• Directions
Scan the entries below and extract each line with the word "Nodes" in it.

• Extracted records

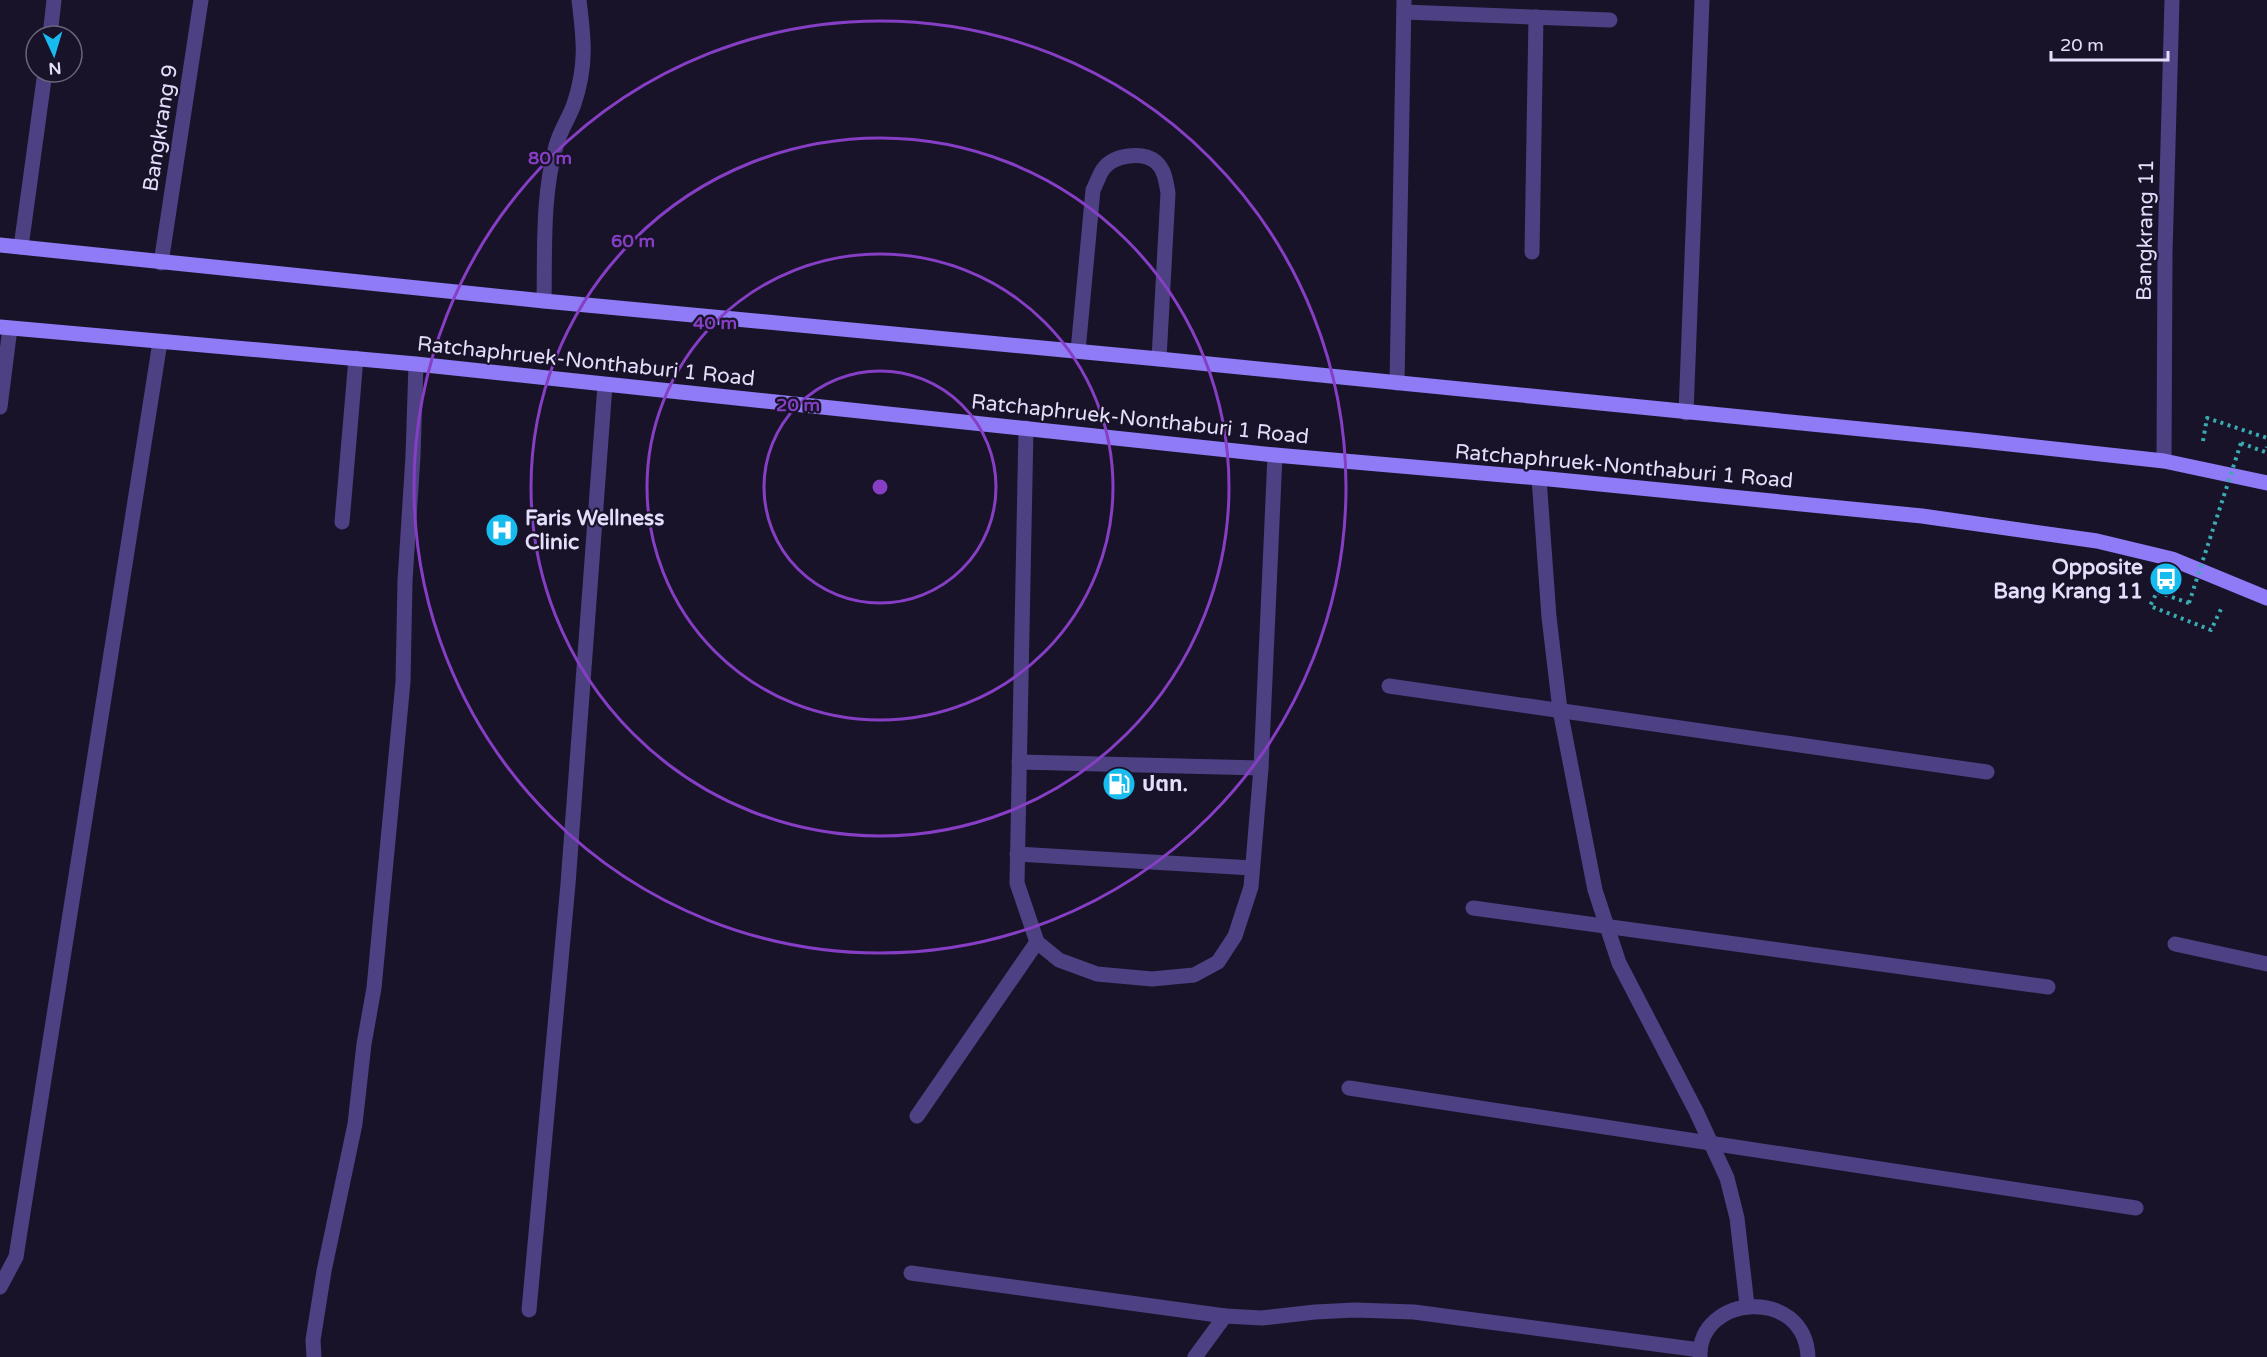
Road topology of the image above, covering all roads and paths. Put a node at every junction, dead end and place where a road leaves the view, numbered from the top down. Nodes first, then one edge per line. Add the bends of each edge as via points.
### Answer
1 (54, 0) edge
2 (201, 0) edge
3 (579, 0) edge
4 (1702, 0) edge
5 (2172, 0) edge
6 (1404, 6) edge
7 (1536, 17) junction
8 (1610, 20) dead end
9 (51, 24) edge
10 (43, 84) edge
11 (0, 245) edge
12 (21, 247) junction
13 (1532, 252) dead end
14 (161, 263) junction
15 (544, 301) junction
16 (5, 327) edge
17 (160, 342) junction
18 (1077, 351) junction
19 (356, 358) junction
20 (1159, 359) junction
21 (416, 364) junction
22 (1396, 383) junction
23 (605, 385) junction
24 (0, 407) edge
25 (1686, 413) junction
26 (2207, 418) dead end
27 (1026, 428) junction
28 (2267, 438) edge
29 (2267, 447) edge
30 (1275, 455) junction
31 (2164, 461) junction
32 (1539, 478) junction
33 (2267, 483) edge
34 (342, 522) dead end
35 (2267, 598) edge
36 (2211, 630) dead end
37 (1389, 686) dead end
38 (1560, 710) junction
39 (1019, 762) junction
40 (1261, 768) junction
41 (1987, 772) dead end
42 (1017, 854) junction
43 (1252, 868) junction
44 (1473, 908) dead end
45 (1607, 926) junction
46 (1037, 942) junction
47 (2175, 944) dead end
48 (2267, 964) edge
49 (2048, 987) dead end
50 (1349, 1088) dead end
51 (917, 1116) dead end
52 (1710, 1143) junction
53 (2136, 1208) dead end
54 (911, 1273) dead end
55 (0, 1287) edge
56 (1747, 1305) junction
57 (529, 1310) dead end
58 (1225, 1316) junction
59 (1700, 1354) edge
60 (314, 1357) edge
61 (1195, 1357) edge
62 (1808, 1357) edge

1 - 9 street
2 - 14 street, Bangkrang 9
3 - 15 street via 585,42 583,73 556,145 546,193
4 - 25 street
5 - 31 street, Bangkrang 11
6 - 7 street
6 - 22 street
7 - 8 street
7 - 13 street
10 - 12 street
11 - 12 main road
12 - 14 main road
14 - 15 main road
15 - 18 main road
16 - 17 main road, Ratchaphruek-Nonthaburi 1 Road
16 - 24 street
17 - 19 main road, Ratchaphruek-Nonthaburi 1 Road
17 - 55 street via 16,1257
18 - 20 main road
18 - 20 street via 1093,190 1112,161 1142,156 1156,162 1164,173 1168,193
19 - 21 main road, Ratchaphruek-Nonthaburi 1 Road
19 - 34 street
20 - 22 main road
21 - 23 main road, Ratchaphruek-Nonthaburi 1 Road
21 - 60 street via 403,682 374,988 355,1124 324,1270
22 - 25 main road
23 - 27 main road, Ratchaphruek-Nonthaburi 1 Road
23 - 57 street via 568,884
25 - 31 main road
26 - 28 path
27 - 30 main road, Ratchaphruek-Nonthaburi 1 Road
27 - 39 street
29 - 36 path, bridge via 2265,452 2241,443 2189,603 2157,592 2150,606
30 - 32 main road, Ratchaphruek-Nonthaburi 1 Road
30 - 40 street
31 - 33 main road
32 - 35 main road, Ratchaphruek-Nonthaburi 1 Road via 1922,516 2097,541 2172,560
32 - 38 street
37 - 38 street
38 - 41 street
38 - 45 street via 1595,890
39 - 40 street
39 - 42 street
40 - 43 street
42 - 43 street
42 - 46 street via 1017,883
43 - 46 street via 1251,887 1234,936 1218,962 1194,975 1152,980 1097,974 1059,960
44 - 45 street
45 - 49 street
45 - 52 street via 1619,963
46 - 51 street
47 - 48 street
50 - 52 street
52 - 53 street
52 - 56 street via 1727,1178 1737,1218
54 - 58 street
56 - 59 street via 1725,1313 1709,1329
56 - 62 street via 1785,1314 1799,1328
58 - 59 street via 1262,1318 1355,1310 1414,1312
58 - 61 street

--

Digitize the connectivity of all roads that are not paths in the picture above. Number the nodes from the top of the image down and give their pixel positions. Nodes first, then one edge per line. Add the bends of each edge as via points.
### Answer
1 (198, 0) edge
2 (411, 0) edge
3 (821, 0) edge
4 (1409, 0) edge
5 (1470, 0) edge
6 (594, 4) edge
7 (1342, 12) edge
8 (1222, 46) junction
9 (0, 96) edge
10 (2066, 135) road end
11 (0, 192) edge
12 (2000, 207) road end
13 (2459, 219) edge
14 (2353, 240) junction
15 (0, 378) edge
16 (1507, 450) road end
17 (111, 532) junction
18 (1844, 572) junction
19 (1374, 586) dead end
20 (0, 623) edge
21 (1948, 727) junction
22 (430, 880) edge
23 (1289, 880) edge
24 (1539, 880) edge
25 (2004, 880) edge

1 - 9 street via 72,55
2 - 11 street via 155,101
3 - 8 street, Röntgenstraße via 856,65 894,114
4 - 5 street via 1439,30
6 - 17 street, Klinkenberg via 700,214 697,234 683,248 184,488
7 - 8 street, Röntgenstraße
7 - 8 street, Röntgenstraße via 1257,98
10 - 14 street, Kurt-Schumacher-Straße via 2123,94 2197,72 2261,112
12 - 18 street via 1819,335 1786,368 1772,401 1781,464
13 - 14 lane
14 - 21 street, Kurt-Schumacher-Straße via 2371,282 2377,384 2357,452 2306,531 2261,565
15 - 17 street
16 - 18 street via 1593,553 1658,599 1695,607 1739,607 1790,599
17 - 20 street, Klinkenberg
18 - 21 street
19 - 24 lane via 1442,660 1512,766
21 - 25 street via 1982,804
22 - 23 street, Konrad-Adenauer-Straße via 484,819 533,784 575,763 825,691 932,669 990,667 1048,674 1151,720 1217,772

• Response to this exercise
Road topology of the image above, covering all roads and paths. Put a node at every junction, dead end and place where a road leaves the view, numbered from the top down. Nodes first, then one edge per line. Add the bends of each edge as via points.
Digitize the connectivity of all roads that are not paths in the picture above. Number the nodes from the top of the image down and give their pixel positions. Nodes first, then one edge per line. Add the bends of each edge as via points.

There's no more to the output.